Both men gave a slight wave with their hands. Mai expected the woman to introduce the rest of her group, but she continued to speak. “Mort, the guy you killed, claimed this was his area of the Deadzone. And when he hurt Jenny over there,” this time she pointed behind Mai to one of the injured still lying on the floor, “it brought the Oni down on us.”
“The Oni, where did it come from?” Mai had only ever seen Oni in the holomyths before, and she knew that when she looked it up, it would be classified as a mythical creature. Just like the mogwai, jiangshi and ennui.
“Tunnel over there. We came out of the tunnel just behind you. Didn’t see your friend. Sorry.”
Mai shrugged, her quest guideline was still taking her directly up the tunnel they were in, but it was good to know where other threats were.
“Seen any more Oni?”
“Only small ones. We’re on a hunt, just weren’t expecting to come across one that big. It’s way beyond our level!” Kitty said.
Mai looked over at the dead spider-cum-scorpion-cum-demon. Activating SCAVENGER she gave a smile as the skill helped her price up the various body parts.
“I’d say you’re best off harvesting the stinger, that’ll give you five hundred credits. And the poison in the glands will give you another two hundred. Each of the leg spikes is fifty to one hundred, and its teeth – careful, they’re poisonous – are ten to fifteen. And there are far too many teeth for a mouth that size! Oh, and the armour is five credits per scale.”
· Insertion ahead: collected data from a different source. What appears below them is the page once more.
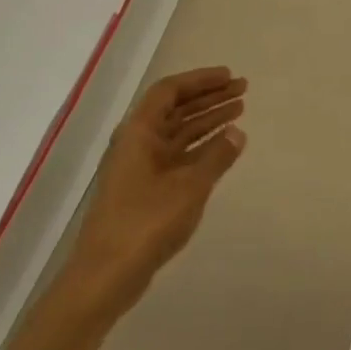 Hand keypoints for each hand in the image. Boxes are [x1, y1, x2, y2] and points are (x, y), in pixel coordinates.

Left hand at [56, 68, 247, 325]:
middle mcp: (138, 143)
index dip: (200, 81)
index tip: (229, 76)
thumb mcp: (190, 186)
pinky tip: (224, 145)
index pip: (169, 92)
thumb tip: (237, 133)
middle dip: (209, 97)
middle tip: (243, 89)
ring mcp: (142, 167)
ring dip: (208, 119)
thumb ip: (217, 156)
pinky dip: (202, 145)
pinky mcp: (148, 188)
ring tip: (240, 110)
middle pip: (175, 109)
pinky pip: (179, 154)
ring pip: (179, 132)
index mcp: (139, 134)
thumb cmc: (146, 222)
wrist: (107, 273) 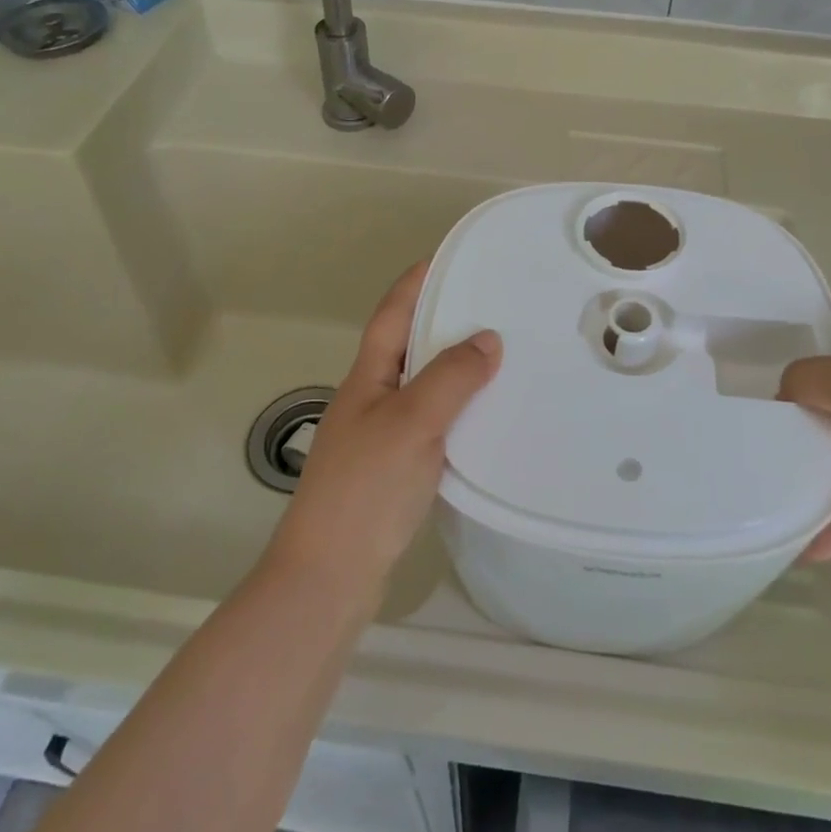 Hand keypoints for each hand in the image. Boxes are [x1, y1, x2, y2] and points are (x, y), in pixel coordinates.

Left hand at [268, 262, 500, 593]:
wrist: (331, 573)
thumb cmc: (365, 488)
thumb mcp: (412, 423)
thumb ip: (450, 378)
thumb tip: (487, 338)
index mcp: (367, 378)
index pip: (392, 314)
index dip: (416, 282)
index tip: (450, 258)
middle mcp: (371, 399)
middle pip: (407, 346)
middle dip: (443, 320)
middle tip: (492, 305)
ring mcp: (380, 435)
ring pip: (421, 385)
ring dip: (453, 366)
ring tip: (499, 354)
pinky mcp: (394, 468)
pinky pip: (431, 421)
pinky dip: (457, 408)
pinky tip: (485, 416) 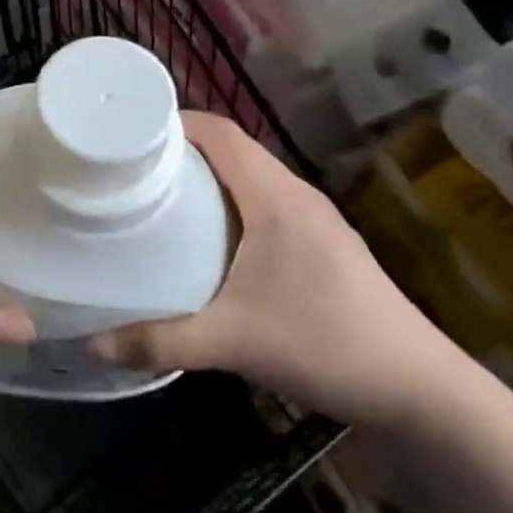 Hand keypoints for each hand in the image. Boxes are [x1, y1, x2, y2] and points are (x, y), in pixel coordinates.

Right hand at [91, 113, 469, 431]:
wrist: (419, 390)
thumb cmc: (324, 345)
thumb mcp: (232, 344)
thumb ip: (159, 343)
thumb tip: (92, 344)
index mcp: (275, 197)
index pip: (220, 132)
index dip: (173, 123)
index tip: (126, 138)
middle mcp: (296, 195)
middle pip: (231, 149)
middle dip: (180, 152)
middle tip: (130, 172)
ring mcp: (314, 220)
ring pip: (250, 177)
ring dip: (207, 179)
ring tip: (159, 201)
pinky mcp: (323, 244)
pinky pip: (264, 203)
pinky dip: (230, 204)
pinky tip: (208, 242) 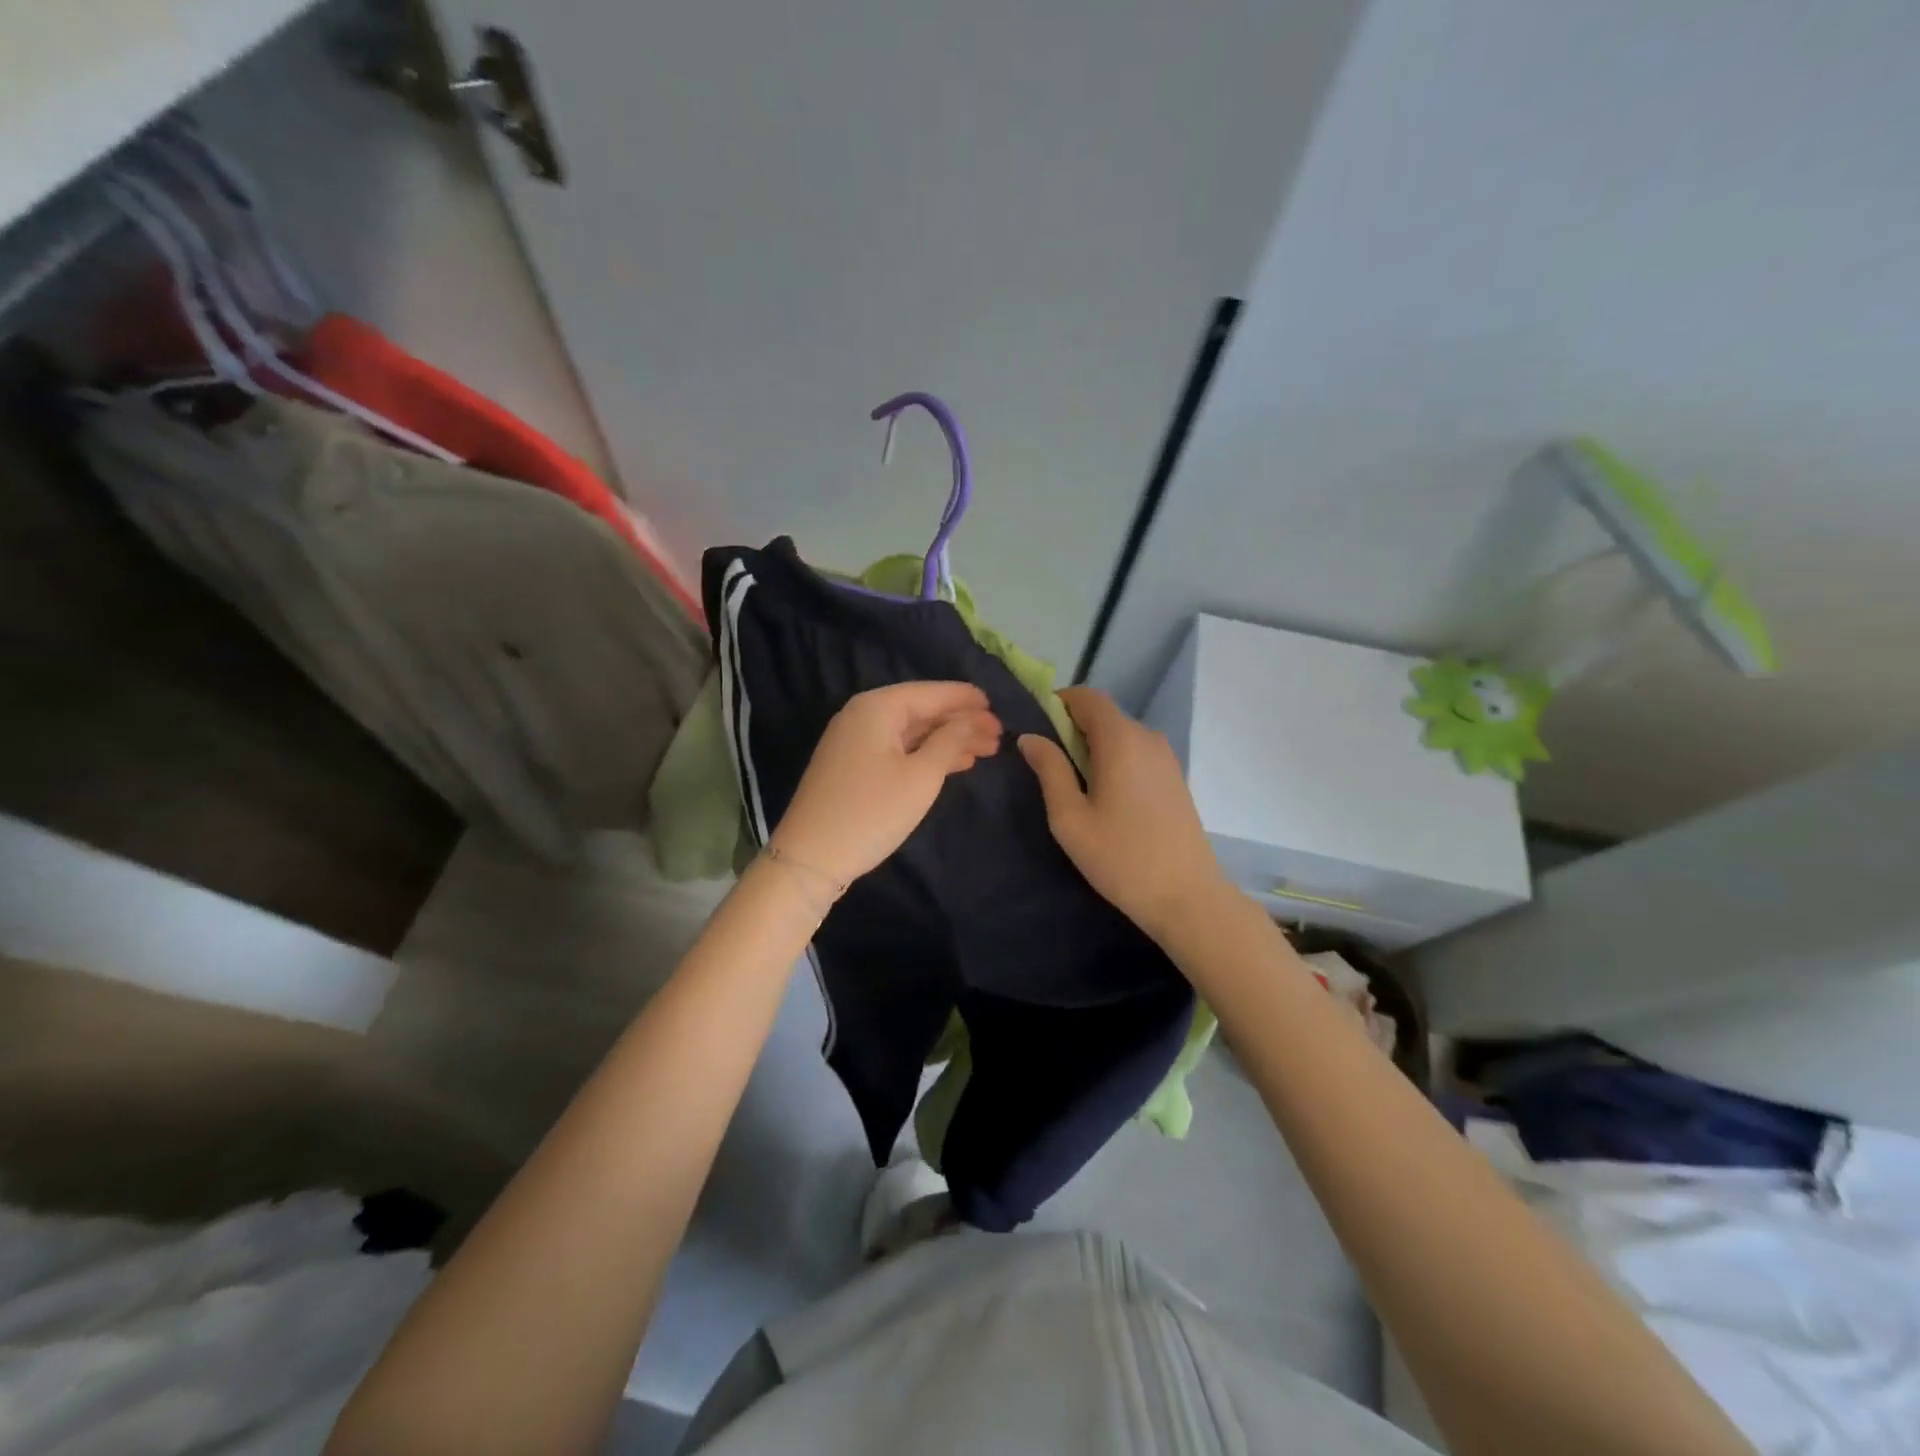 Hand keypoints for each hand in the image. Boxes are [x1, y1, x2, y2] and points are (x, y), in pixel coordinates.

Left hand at [771, 682, 1001, 884]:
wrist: (810, 857)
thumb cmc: (871, 812)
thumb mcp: (921, 776)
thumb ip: (950, 741)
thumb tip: (970, 719)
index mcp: (877, 707)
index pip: (931, 693)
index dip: (966, 699)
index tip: (997, 706)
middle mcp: (862, 715)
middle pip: (921, 711)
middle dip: (961, 722)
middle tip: (999, 736)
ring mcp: (854, 741)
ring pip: (911, 732)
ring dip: (948, 740)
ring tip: (986, 750)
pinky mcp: (852, 766)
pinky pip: (898, 749)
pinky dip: (926, 754)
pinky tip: (954, 764)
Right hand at [1018, 686, 1230, 945]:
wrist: (1187, 897)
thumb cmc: (1120, 858)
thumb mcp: (1070, 817)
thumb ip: (1049, 770)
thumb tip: (1030, 737)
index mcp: (1121, 740)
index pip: (1087, 697)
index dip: (1058, 703)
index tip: (1037, 729)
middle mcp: (1148, 737)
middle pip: (1104, 715)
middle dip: (1072, 728)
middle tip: (1048, 766)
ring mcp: (1166, 758)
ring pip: (1121, 735)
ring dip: (1094, 747)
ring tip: (1074, 787)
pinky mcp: (1175, 778)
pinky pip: (1137, 753)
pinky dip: (1115, 761)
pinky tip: (1105, 798)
She turned back and laughed at the stunned look on the urbexer’s faces. For people at their level, five hundred credits would go a long way. For a sewer worker, five hundred credits was fifty days’ worth of back-breaking labour.
At the minimum the urbexers had landed nearly two thousand credits.
“Head back down the way I came up, you’ll get to Excretiaville. Ask for the Scavenger Queen, she’s a crotchety old bint, but fair. Tell her I sent you, maybe that’ll help.”
Kitty gave a big smile, then ordered some of her people to get to work dismembering the Oni.
“We owe you, Mai, big time. You saved our lives, and our SCAVENGER skills weren’t really showing much worth taking from the Oni. You ever need a favour, let us know.”
Thanking her, Mai took one last look at the Oni, then left Kitty’s urbexers to it. As she walked away, she tried to ignore the pit in her stomach.
Things are way worse than I ever imagined, she thought, following it up with a prayer that she wouldn’t be faced with any more Oni. Not that the gods have been listening.